* Assigned task
Without the images, output each record below as it stands.

------ Record extracts ------

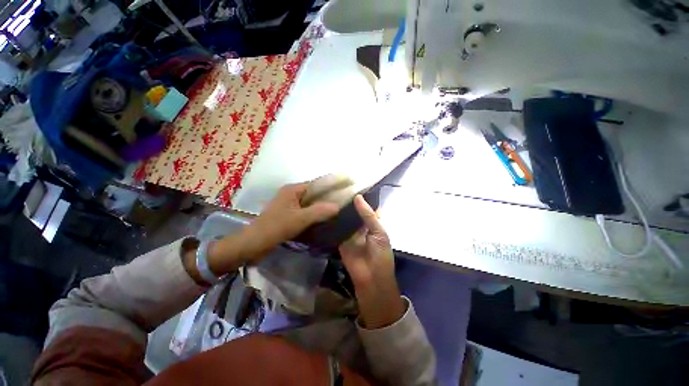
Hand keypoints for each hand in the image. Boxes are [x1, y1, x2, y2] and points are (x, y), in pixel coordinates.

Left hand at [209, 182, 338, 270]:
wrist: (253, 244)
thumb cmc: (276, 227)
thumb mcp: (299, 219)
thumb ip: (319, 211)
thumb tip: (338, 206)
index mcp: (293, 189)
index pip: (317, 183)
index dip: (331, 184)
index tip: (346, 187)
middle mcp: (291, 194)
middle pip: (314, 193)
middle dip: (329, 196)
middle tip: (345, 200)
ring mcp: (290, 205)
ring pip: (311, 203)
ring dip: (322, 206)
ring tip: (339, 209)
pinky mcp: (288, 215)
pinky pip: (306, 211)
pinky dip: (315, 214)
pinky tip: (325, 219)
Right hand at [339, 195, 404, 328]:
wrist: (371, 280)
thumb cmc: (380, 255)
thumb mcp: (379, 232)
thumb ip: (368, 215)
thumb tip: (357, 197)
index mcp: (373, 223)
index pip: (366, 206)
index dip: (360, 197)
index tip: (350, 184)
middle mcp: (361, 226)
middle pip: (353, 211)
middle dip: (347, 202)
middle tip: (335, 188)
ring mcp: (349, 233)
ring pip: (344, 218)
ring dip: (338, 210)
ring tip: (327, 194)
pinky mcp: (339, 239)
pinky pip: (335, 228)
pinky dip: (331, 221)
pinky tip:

------

* Output for this task
Hand keypoints for each hand in the image. Boxes are [x1, y1, x2, y2] and points are (x, y), in pixel coordinates.

Left hand at [209, 182, 338, 270]:
wrist: (253, 244)
thumb cmc: (276, 227)
thumb mcp: (299, 219)
thumb ip: (319, 211)
thumb tip: (338, 206)
index mcp: (293, 189)
index pip: (317, 183)
index dip: (331, 184)
index tip: (346, 187)
middle mcp: (291, 194)
middle pip: (314, 193)
middle dip: (329, 196)
middle tip: (345, 200)
ring mcp: (290, 205)
ring pip: (311, 203)
ring dip: (322, 206)
ring tip: (339, 209)
pinky mcp: (288, 215)
pinky pip: (306, 211)
pinky dip: (315, 214)
pinky tip: (325, 219)
Right hand at [339, 195, 404, 328]:
wrist: (371, 280)
thumb cmc: (380, 255)
thumb mcp: (379, 232)
thumb ip: (368, 215)
thumb tip: (357, 197)
index mcp: (373, 223)
index pip: (366, 206)
index dip: (360, 197)
index tip: (350, 184)
middle mcp: (361, 226)
middle pip: (353, 211)
middle dip: (347, 202)
middle tip: (335, 188)
ring mcp: (349, 233)
ring pip: (344, 218)
ring dip: (338, 210)
ring tip: (327, 194)
pinky mcp: (339, 239)
pinky pip: (335, 228)
pinky dip: (331, 221)
pinky tip:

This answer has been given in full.